Input: Begin
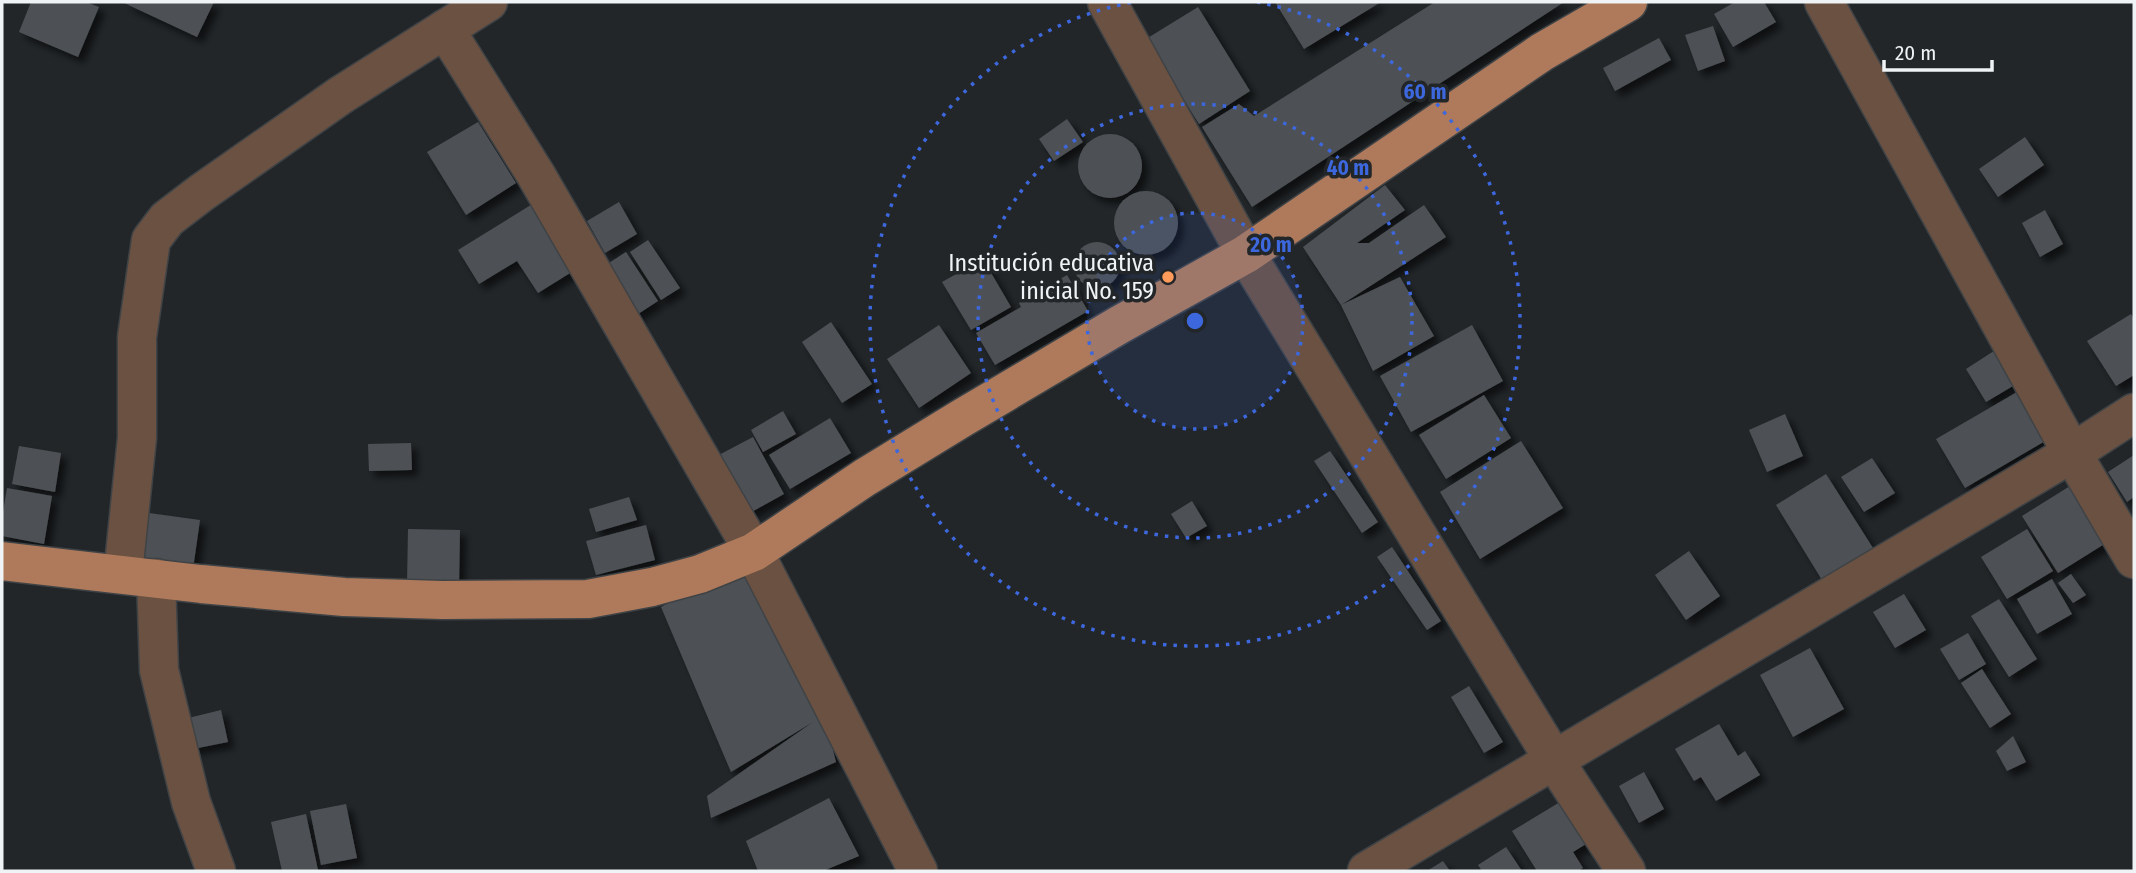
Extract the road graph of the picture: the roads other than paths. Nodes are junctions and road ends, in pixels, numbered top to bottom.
1 (488, 2) edge
2 (1107, 2) edge
3 (1628, 2) edge
4 (1824, 2) edge
5 (445, 29) junction
6 (1246, 254) junction
7 (2134, 413) edge
8 (2072, 453) junction
9 (754, 552) junction
10 (2134, 559) edge
11 (2, 561) edge
12 (140, 576) junction
13 (1554, 760) junction
14 (216, 871) edge
15 (918, 871) edge
16 (1367, 871) edge
17 (1626, 871) edge

1 - 5 street
2 - 6 street
3 - 6 main road
4 - 8 street
5 - 9 street
5 - 12 street
6 - 9 main road
6 - 13 street
7 - 8 street
8 - 10 street
8 - 13 street
9 - 12 main road
9 - 15 street
11 - 12 main road
12 - 14 street
13 - 16 street
13 - 17 street

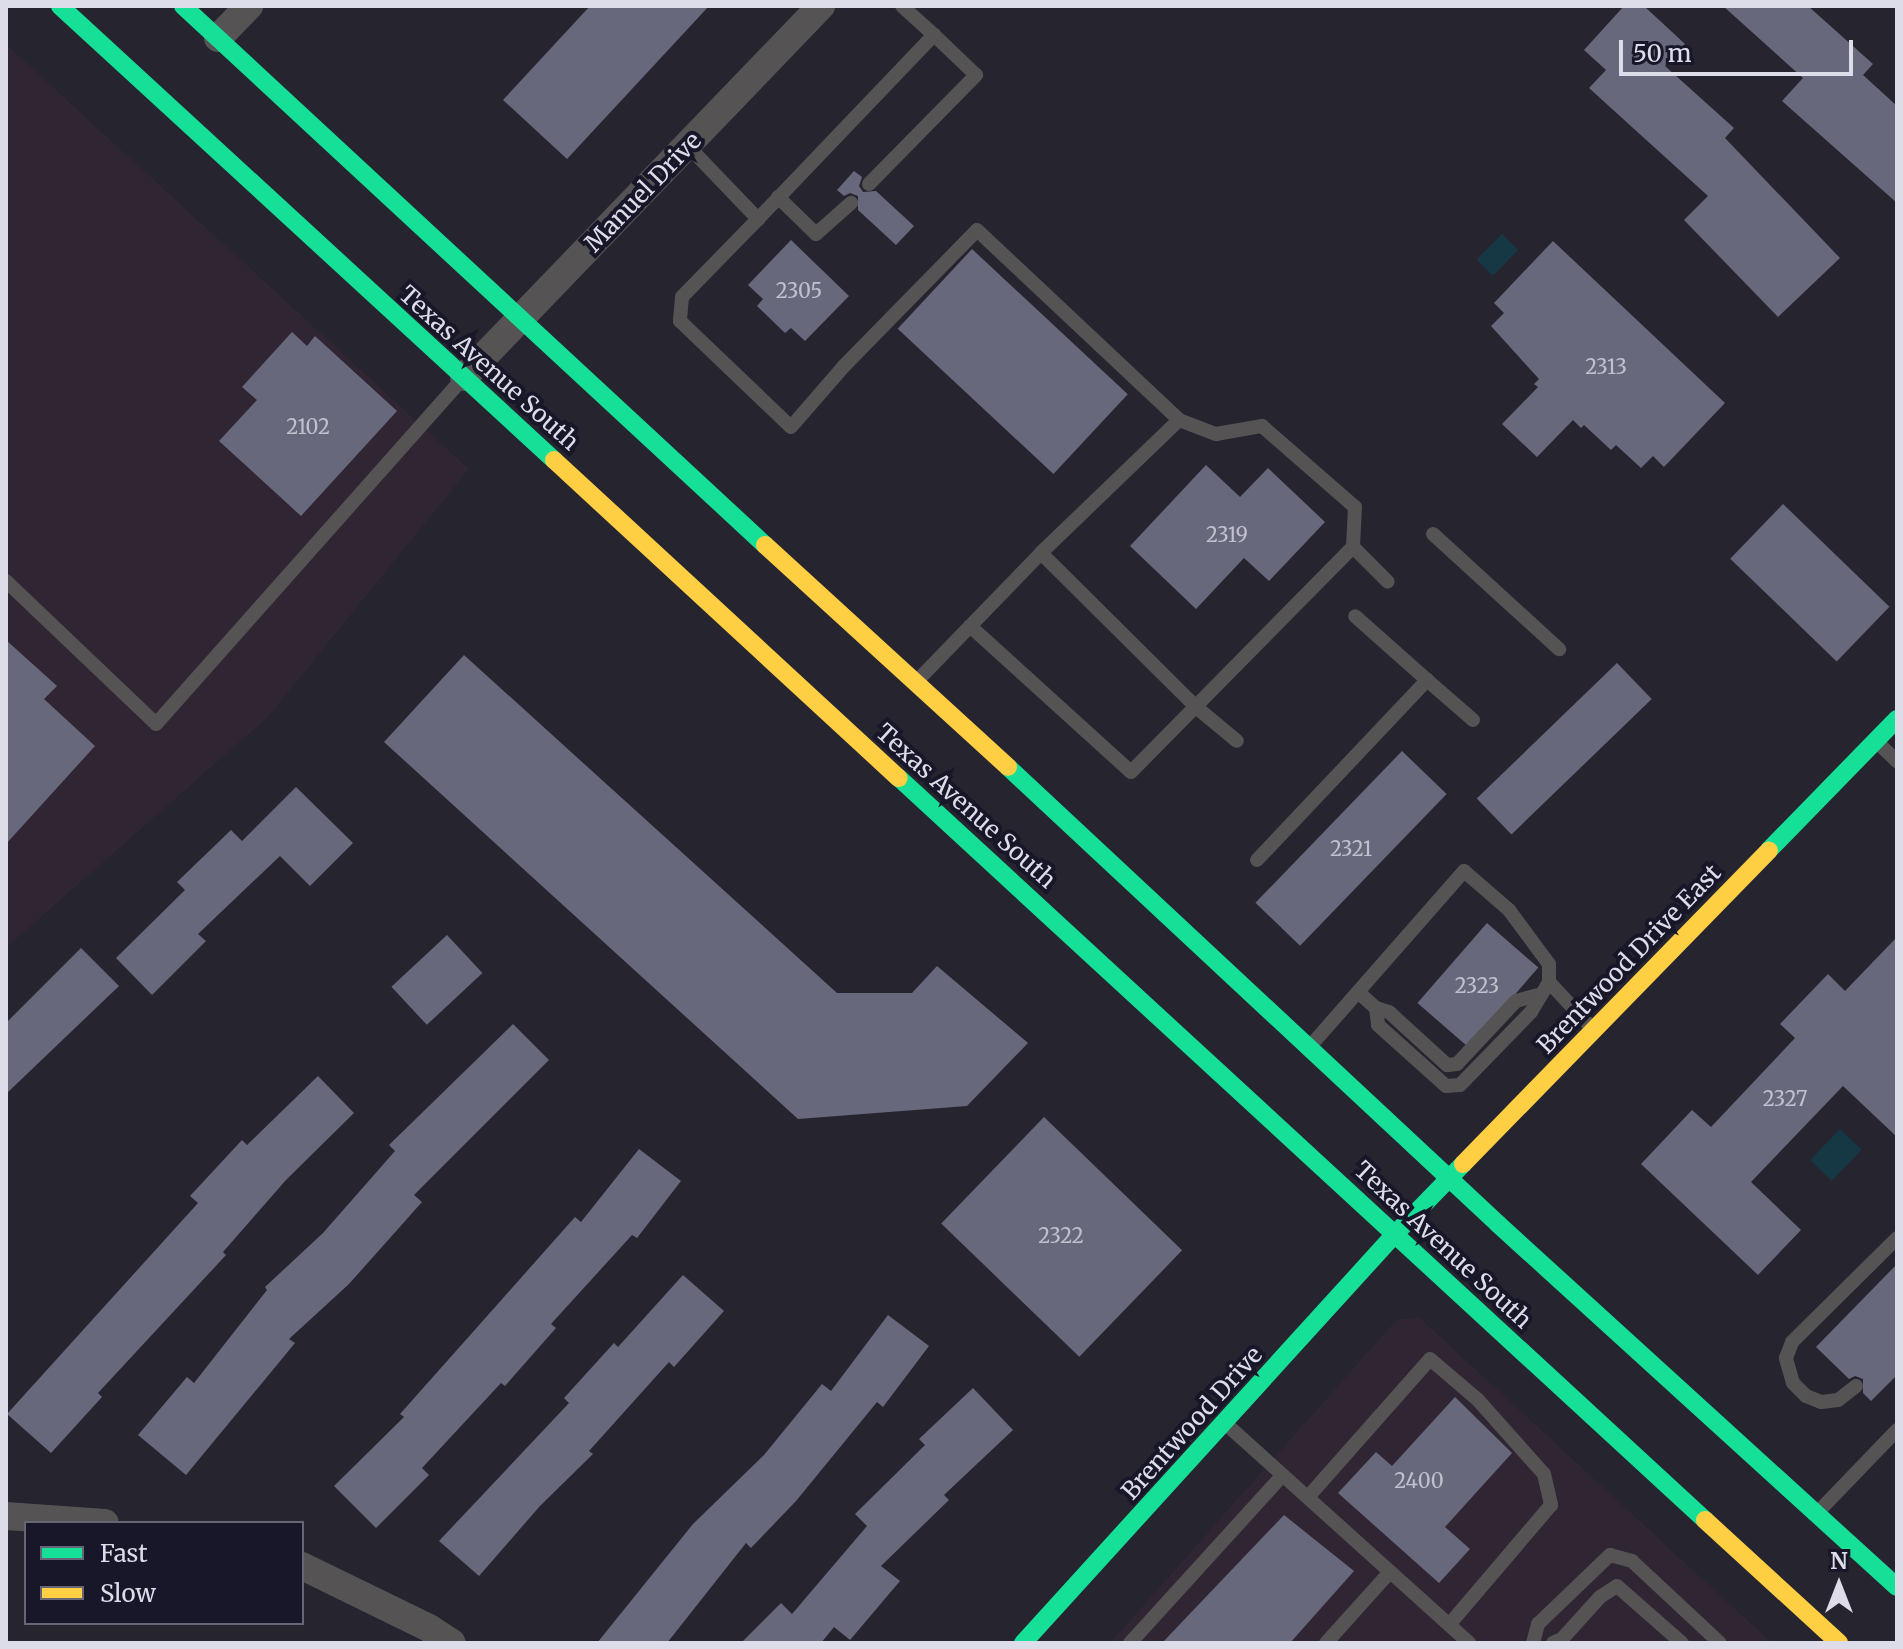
Input: End
** Task requirements **
Print the entries above exactly, leaving pictures out.

** The completed task **
Extract the road graph of the picture: the roads other than paths. Nodes are junctions and road ends, in pixels, numbered top to bottom.
1 (488, 2) edge
2 (1107, 2) edge
3 (1628, 2) edge
4 (1824, 2) edge
5 (445, 29) junction
6 (1246, 254) junction
7 (2134, 413) edge
8 (2072, 453) junction
9 (754, 552) junction
10 (2134, 559) edge
11 (2, 561) edge
12 (140, 576) junction
13 (1554, 760) junction
14 (216, 871) edge
15 (918, 871) edge
16 (1367, 871) edge
17 (1626, 871) edge

1 - 5 street
2 - 6 street
3 - 6 main road
4 - 8 street
5 - 9 street
5 - 12 street
6 - 9 main road
6 - 13 street
7 - 8 street
8 - 10 street
8 - 13 street
9 - 12 main road
9 - 15 street
11 - 12 main road
12 - 14 street
13 - 16 street
13 - 17 street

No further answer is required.